- [What you will do]
Look through the data that follows and copy each line with the string "edges".

(Collected data)
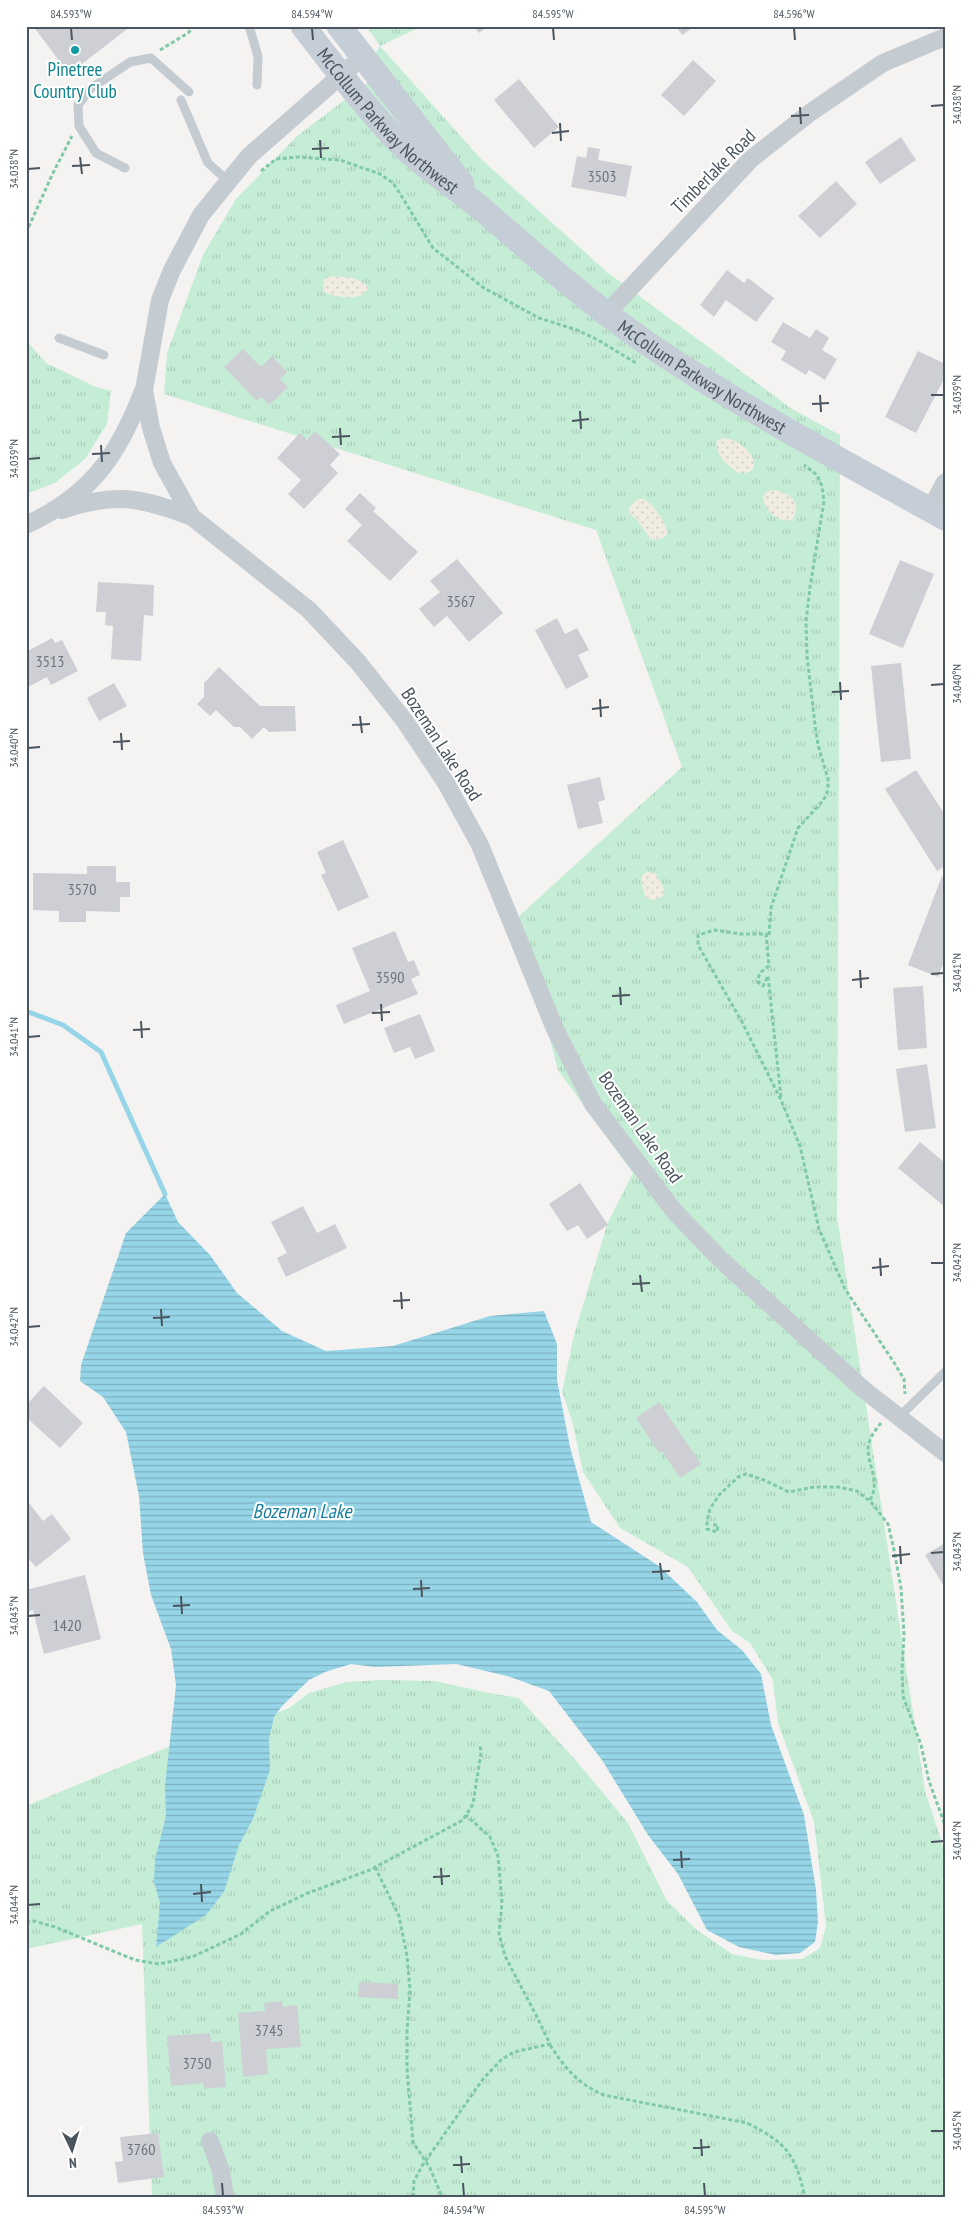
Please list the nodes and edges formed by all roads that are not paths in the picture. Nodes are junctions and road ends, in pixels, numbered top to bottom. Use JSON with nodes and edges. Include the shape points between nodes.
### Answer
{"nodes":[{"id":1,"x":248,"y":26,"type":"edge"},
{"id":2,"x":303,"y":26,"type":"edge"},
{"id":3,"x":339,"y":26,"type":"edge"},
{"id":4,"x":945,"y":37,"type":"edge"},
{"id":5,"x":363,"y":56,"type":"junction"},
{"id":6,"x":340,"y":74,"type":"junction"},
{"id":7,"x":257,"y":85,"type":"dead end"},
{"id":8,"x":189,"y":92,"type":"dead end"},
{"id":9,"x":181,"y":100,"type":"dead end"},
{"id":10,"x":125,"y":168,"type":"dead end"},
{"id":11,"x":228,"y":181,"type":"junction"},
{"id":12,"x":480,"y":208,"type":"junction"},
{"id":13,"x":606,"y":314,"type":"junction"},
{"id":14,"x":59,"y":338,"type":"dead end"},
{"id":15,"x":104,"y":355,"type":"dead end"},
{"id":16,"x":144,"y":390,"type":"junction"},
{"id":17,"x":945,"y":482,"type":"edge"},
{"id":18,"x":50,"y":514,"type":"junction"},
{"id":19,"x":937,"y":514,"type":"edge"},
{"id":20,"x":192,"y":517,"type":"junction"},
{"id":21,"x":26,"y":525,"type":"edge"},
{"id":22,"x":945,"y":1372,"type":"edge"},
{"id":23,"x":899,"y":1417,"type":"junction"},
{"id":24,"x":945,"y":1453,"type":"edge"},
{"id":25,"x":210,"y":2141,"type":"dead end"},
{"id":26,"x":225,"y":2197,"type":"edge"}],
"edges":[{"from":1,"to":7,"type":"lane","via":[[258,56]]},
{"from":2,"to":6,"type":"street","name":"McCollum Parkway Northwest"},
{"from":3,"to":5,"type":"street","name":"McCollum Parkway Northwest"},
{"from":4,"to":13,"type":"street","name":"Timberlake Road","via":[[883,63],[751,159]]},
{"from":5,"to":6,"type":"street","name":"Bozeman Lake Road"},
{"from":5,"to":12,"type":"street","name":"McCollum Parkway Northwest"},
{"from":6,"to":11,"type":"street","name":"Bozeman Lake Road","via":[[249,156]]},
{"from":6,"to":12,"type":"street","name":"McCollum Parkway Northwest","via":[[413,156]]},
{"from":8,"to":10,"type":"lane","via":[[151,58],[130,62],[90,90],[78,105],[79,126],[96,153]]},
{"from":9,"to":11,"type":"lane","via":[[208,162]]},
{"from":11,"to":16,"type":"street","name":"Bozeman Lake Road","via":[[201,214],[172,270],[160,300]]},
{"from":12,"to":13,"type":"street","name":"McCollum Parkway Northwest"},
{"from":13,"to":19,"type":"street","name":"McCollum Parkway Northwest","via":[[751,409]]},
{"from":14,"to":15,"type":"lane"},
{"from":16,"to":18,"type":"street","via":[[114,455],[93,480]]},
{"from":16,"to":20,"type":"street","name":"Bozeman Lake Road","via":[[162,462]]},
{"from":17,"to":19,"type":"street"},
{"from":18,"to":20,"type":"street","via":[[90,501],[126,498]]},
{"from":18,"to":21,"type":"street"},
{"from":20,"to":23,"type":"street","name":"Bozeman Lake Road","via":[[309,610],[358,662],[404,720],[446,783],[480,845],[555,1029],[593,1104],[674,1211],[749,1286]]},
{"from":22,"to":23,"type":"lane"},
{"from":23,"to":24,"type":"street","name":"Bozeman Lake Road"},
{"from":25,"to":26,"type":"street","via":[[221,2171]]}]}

- [Written solution]
Please list the nodes and edges formed by all roads that are not paths in the picture. Nodes are junctions and road ends, in pixels, numbered top to bottom. Use JSON with nodes and edges. Include the shape points between nodes.
"edges":[{"from":1,"to":7,"type":"lane","via":[[258,56]]},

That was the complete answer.